→ **DATA EXTRACTS**
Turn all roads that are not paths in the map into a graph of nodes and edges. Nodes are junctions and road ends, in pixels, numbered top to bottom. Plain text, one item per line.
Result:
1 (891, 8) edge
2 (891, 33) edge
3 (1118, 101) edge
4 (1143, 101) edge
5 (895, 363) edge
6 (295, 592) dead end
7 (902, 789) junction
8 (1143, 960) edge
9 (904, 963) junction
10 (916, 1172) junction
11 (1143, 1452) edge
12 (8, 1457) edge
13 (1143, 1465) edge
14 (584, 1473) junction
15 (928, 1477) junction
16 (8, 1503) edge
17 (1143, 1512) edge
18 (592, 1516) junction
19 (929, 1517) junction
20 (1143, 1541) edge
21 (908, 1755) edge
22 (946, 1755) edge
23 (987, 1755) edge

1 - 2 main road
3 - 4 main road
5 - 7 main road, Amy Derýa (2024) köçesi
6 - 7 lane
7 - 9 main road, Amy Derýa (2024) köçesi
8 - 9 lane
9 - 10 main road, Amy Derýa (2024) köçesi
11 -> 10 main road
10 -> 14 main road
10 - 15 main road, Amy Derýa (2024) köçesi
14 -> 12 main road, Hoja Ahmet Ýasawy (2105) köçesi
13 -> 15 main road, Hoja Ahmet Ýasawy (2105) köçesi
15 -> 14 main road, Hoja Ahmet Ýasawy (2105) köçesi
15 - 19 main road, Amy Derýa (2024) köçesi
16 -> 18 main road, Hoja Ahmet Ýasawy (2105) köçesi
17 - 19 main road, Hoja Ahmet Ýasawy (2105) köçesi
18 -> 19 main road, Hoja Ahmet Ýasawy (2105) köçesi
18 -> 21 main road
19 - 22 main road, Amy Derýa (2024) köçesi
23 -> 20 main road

→ **TASK OBJECTIVE**
In the entries above, identify each line that includes the string "Hoja", then copy it.

→ **TASK OUTPUT**
14 -> 12 main road, Hoja Ahmet Ýasawy (2105) köçesi
13 -> 15 main road, Hoja Ahmet Ýasawy (2105) köçesi
15 -> 14 main road, Hoja Ahmet Ýasawy (2105) köçesi
16 -> 18 main road, Hoja Ahmet Ýasawy (2105) köçesi
17 - 19 main road, Hoja Ahmet Ýasawy (2105) köçesi
18 -> 19 main road, Hoja Ahmet Ýasawy (2105) köçesi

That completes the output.